**Problem to solve**
Every line containing the word "Ballivián" is to be copied from the data below.

Start of Excerpted data

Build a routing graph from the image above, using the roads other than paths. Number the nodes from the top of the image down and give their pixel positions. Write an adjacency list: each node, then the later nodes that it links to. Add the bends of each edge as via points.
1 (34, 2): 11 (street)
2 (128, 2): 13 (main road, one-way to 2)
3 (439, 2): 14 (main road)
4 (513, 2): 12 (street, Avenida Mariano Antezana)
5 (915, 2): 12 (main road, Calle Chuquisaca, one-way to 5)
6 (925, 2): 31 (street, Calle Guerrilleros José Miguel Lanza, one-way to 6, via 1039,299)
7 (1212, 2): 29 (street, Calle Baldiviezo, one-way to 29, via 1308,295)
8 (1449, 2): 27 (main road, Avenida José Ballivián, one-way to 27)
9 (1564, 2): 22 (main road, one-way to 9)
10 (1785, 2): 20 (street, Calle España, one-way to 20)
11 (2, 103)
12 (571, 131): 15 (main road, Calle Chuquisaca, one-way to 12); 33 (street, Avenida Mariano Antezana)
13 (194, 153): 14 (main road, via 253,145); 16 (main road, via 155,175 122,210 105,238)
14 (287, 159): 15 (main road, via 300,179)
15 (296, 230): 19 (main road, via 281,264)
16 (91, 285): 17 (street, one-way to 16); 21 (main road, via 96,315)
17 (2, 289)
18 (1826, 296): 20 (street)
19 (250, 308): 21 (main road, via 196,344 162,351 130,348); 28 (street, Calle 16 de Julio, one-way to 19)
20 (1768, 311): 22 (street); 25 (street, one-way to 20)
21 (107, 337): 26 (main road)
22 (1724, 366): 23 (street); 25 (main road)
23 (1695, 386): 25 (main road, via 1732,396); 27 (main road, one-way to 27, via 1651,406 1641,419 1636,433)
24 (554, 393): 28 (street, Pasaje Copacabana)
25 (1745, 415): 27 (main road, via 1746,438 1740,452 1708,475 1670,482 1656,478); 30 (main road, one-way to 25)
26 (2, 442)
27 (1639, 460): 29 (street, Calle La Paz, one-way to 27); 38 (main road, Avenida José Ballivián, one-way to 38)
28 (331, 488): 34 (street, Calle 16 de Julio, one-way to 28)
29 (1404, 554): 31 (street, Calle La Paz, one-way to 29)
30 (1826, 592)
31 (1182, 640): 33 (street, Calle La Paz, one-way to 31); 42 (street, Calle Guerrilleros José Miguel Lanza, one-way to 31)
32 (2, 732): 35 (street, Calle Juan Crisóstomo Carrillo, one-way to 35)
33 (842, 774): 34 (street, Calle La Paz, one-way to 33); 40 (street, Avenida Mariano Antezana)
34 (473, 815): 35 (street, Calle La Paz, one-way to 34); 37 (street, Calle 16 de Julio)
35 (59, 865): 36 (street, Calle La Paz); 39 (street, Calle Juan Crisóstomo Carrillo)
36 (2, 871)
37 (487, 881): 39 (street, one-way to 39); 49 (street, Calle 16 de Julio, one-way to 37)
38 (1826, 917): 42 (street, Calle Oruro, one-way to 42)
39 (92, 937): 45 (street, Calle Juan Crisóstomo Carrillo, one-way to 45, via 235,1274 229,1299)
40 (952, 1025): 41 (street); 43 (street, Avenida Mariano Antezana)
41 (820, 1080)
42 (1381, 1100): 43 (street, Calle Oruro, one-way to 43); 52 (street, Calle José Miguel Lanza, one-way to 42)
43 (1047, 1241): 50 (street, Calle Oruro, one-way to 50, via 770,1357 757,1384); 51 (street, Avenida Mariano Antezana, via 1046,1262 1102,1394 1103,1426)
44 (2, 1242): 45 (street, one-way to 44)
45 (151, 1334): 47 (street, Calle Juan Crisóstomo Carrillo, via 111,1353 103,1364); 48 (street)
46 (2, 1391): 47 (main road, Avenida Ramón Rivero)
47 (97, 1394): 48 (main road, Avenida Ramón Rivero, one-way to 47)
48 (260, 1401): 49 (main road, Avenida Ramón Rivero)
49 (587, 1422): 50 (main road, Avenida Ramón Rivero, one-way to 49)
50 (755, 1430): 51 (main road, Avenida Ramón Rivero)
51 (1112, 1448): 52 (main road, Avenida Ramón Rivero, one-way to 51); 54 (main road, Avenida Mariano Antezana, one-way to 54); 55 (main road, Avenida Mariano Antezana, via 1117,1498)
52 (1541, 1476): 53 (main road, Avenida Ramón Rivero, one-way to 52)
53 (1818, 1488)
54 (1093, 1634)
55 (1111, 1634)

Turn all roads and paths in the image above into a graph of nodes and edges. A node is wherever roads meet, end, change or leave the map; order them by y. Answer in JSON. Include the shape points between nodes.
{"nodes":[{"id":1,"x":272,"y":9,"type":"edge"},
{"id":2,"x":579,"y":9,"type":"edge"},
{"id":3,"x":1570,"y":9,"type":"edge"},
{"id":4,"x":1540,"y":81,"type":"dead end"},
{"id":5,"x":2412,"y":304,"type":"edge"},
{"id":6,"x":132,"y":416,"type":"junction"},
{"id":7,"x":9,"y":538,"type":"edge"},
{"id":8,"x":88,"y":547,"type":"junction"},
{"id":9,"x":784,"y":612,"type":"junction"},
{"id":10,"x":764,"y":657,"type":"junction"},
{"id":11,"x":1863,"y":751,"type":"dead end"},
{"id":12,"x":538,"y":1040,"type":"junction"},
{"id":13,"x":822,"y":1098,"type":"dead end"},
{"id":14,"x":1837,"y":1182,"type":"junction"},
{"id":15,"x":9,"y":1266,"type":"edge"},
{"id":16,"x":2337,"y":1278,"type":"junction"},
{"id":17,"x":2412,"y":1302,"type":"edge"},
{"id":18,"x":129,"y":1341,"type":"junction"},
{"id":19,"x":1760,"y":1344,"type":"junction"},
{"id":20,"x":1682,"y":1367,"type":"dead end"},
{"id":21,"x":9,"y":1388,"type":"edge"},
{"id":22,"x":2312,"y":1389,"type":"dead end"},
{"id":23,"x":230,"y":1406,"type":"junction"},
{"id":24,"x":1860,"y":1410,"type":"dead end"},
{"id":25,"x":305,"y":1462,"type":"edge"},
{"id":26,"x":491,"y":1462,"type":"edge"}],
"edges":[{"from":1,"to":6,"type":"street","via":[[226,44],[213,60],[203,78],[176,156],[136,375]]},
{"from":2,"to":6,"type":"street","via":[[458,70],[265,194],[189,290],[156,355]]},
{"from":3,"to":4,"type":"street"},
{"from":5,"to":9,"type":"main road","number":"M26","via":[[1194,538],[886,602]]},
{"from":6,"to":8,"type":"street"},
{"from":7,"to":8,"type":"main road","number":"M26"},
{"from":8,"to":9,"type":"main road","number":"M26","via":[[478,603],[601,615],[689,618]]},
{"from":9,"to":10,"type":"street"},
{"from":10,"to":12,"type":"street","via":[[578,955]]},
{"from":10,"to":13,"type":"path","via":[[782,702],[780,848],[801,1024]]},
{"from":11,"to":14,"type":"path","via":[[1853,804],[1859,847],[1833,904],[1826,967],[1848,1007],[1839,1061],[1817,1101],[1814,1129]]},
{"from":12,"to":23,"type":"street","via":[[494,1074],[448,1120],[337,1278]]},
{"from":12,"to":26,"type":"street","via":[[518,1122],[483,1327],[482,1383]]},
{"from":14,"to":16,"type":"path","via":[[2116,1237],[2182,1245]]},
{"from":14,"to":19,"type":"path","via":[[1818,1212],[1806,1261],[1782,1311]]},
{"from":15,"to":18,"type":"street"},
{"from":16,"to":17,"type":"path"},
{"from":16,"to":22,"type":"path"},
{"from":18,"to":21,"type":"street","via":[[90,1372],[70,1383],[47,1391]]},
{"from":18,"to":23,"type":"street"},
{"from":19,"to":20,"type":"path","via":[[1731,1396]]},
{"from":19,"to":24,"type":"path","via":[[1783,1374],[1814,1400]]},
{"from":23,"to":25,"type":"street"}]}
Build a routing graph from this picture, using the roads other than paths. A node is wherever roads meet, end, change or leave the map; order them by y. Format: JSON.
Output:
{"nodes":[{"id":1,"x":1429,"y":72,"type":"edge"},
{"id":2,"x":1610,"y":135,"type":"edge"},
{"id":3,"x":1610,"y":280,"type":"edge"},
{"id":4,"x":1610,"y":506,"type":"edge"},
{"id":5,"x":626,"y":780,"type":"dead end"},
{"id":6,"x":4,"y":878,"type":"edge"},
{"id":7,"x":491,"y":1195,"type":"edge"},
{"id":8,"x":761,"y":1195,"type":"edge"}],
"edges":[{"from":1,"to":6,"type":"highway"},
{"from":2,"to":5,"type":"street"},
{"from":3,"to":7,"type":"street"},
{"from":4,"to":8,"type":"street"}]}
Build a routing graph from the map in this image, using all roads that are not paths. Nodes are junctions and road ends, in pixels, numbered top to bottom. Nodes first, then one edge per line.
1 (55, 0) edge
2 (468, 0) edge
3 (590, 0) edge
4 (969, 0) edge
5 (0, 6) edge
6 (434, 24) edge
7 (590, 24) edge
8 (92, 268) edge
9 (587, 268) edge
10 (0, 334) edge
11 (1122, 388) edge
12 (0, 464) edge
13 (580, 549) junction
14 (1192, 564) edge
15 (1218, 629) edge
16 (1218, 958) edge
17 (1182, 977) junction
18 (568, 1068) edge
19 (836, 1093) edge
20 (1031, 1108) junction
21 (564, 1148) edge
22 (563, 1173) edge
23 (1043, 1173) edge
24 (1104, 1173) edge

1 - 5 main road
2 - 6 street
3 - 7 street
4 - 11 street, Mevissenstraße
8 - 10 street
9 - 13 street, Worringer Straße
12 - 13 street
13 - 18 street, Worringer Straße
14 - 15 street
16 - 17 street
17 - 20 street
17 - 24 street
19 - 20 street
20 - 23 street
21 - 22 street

End of Excerpted data

**Solution to the problem**
8 (1449, 2): 27 (main road, Avenida José Ballivián, one-way to 27)
27 (1639, 460): 29 (street, Calle La Paz, one-way to 27); 38 (main road, Avenida José Ballivián, one-way to 38)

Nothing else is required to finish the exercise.